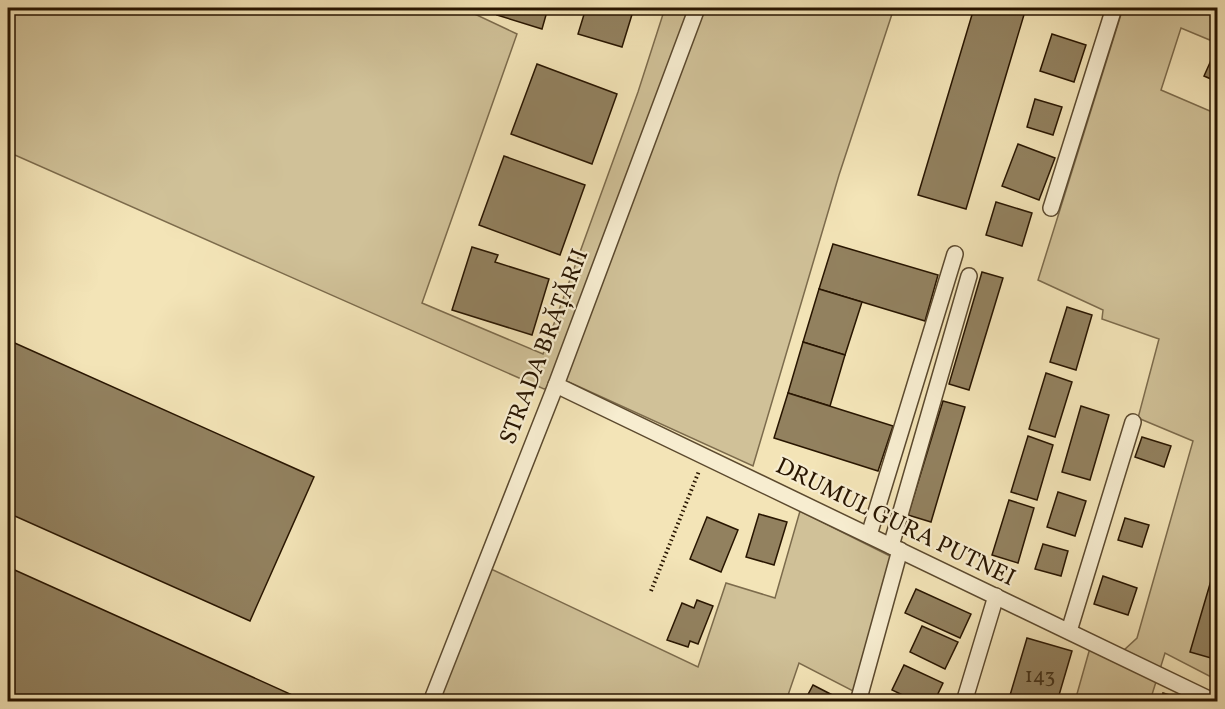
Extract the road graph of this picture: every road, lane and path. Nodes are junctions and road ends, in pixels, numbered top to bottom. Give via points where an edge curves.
1 (697, 8) edge
2 (1114, 8) edge
3 (1051, 208) dead end
4 (955, 254) dead end
5 (969, 276) dead end
6 (556, 385) junction
7 (1132, 422) dead end
8 (705, 457) junction
9 (869, 535) junction
10 (895, 548) junction
11 (651, 591) dead end
12 (996, 596) junction
13 (1069, 631) junction
14 (431, 702) edge
15 (858, 702) edge
16 (964, 702) edge
17 (1215, 702) edge

1 - 6 street, STRADA BRĂȚĂRII
2 - 3 street
4 - 9 street
5 - 10 street
6 - 8 street, DRUMUL GURA PUTNEI
6 - 14 street, STRADA BRĂȚĂRII
7 - 13 street
8 - 9 street, DRUMUL GURA PUTNEI
8 - 11 path
9 - 10 street, DRUMUL GURA PUTNEI
10 - 12 street, DRUMUL GURA PUTNEI
10 - 15 street
12 - 13 street, DRUMUL GURA PUTNEI
12 - 16 street
13 - 17 street, DRUMUL GURA PUTNEI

==*==

> **INSTRUCTIONS TO FOLLOW**
The entries above should be retyped word for word, with all pictures omitted.

> **ANSWER SECTION**
Extract the road graph of this picture: every road, lane and path. Nodes are junctions and road ends, in pixels, numbered top to bottom. Give via points where an edge curves.
1 (697, 8) edge
2 (1114, 8) edge
3 (1051, 208) dead end
4 (955, 254) dead end
5 (969, 276) dead end
6 (556, 385) junction
7 (1132, 422) dead end
8 (705, 457) junction
9 (869, 535) junction
10 (895, 548) junction
11 (651, 591) dead end
12 (996, 596) junction
13 (1069, 631) junction
14 (431, 702) edge
15 (858, 702) edge
16 (964, 702) edge
17 (1215, 702) edge

1 - 6 street, STRADA BRĂȚĂRII
2 - 3 street
4 - 9 street
5 - 10 street
6 - 8 street, DRUMUL GURA PUTNEI
6 - 14 street, STRADA BRĂȚĂRII
7 - 13 street
8 - 9 street, DRUMUL GURA PUTNEI
8 - 11 path
9 - 10 street, DRUMUL GURA PUTNEI
10 - 12 street, DRUMUL GURA PUTNEI
10 - 15 street
12 - 13 street, DRUMUL GURA PUTNEI
12 - 16 street
13 - 17 street, DRUMUL GURA PUTNEI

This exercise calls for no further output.